Perceiving, with half an eye, what kind of man we had to do with, I ran to the spot, stamped my foot firmly down, and cried out “here.”

“Sehr gut, now Herr Coxvel, (Mr. B—— translated) where will you place the balloon?”

The reply, sharp and emphatic on my part, was again “here,” but I had moved in the meantime a few yards farther on, and the smartness with which Küpper’s questions were answered, elicited his approval, as he raised his smoking cap, advanced towards me with a kindly greeting, and drew forth his cigar case.

You have made a hit of it, if I have not,” cried B—— who was now regaining self-possession.

All the preparations having been made to the satisfaction of Küpper, who was a bit of a Tartar in his own domain, I was invited to accompany him down town at midday, Mr. S—— being left to the care of B—— who had begged a holiday from his pupils—they knowing, presumably, that he would scarcely be equal to his duties, until he had indulged in his first diversion of ballooning.

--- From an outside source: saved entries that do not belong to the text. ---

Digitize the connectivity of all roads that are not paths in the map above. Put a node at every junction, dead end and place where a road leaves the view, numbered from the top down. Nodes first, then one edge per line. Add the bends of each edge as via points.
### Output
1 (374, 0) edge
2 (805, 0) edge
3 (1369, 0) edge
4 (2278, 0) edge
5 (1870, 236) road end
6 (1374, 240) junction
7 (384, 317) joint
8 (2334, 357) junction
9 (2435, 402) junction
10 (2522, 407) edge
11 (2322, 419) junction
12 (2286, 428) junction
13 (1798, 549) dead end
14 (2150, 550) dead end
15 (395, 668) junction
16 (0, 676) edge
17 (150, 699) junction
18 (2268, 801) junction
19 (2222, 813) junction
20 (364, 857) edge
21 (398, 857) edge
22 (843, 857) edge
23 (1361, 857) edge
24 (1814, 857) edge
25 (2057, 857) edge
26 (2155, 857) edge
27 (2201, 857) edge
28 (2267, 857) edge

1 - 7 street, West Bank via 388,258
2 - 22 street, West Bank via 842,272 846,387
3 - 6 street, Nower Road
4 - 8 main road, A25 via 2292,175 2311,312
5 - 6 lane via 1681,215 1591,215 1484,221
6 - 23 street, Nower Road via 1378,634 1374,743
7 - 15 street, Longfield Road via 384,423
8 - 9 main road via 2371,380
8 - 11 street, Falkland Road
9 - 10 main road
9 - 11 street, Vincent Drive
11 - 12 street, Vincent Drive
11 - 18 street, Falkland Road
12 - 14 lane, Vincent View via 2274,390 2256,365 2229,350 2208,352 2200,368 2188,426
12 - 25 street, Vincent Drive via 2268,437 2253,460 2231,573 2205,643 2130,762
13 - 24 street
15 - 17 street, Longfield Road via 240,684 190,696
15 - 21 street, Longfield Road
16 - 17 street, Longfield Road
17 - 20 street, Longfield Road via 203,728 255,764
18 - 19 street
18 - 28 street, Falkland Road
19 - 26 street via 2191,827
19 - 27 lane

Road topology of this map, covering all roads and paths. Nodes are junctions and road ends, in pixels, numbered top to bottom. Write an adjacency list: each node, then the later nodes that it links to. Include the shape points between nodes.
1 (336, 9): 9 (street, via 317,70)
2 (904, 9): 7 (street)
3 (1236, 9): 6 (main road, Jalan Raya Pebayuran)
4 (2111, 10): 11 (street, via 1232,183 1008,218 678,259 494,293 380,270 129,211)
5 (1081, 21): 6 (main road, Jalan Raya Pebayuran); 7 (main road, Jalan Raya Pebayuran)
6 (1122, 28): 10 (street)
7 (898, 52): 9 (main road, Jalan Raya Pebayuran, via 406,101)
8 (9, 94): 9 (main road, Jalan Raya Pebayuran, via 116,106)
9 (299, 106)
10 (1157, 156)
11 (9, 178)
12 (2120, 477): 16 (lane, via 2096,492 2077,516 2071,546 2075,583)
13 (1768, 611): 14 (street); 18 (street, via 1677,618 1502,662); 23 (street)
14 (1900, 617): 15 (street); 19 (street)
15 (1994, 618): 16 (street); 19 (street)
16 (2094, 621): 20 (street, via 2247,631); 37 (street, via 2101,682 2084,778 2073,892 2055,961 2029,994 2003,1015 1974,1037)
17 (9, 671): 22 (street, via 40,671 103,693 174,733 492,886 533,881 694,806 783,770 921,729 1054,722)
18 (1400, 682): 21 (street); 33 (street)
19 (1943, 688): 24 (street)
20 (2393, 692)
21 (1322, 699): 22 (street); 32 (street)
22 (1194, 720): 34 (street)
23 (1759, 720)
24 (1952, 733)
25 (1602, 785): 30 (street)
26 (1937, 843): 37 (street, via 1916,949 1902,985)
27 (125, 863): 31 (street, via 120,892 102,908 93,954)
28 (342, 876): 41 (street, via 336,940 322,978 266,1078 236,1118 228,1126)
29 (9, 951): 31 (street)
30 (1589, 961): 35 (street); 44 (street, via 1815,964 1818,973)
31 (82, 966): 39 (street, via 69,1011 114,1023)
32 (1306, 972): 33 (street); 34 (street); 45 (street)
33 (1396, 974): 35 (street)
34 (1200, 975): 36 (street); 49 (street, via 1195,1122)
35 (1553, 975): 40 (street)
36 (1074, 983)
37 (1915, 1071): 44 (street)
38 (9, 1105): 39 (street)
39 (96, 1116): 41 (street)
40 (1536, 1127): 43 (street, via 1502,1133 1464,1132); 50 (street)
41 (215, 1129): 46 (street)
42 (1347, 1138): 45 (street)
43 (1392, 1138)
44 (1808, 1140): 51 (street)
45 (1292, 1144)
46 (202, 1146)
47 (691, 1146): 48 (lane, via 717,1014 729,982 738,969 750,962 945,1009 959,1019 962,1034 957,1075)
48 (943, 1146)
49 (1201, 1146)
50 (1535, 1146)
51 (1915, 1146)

Abraham Küpper was great in riding, and he was also great in walking, he stood over six feet without his glazed boots, and when, after alighting from an open trap, he placed his arm in mine, and again withdrew it to stroke down his fine flowing beard, he attracted the attention of those who were passing by, and further rivetted it, by pronouncing my name in no undertone, so that I heard several persons observe, “Abraham und der Luftschiffer.”

He then led me with stately deportment into a confectioner’s, where in a private room we met several professors, doctors, and merchants, most of them I was relieved to find, speaking English; but Küpper on the way had been polite enough to drill into me a rapid instalment of his own language, although it was not high German, I was told—still to me it had a most imposing utterance, accompanied as it was, with considerable action.

One of the party to whom I was introduced, asked the pleasure of my company next day at their scientific institution, as there were papers to be read and discussion to follow on an interesting subject.

Küpper agreed that I was to be there without asking if I was that way disposed.

He next hurried me on, goodness knows to how many different places, and I could not but feel that his attentions were of a superior order to what I had met with in Brussels.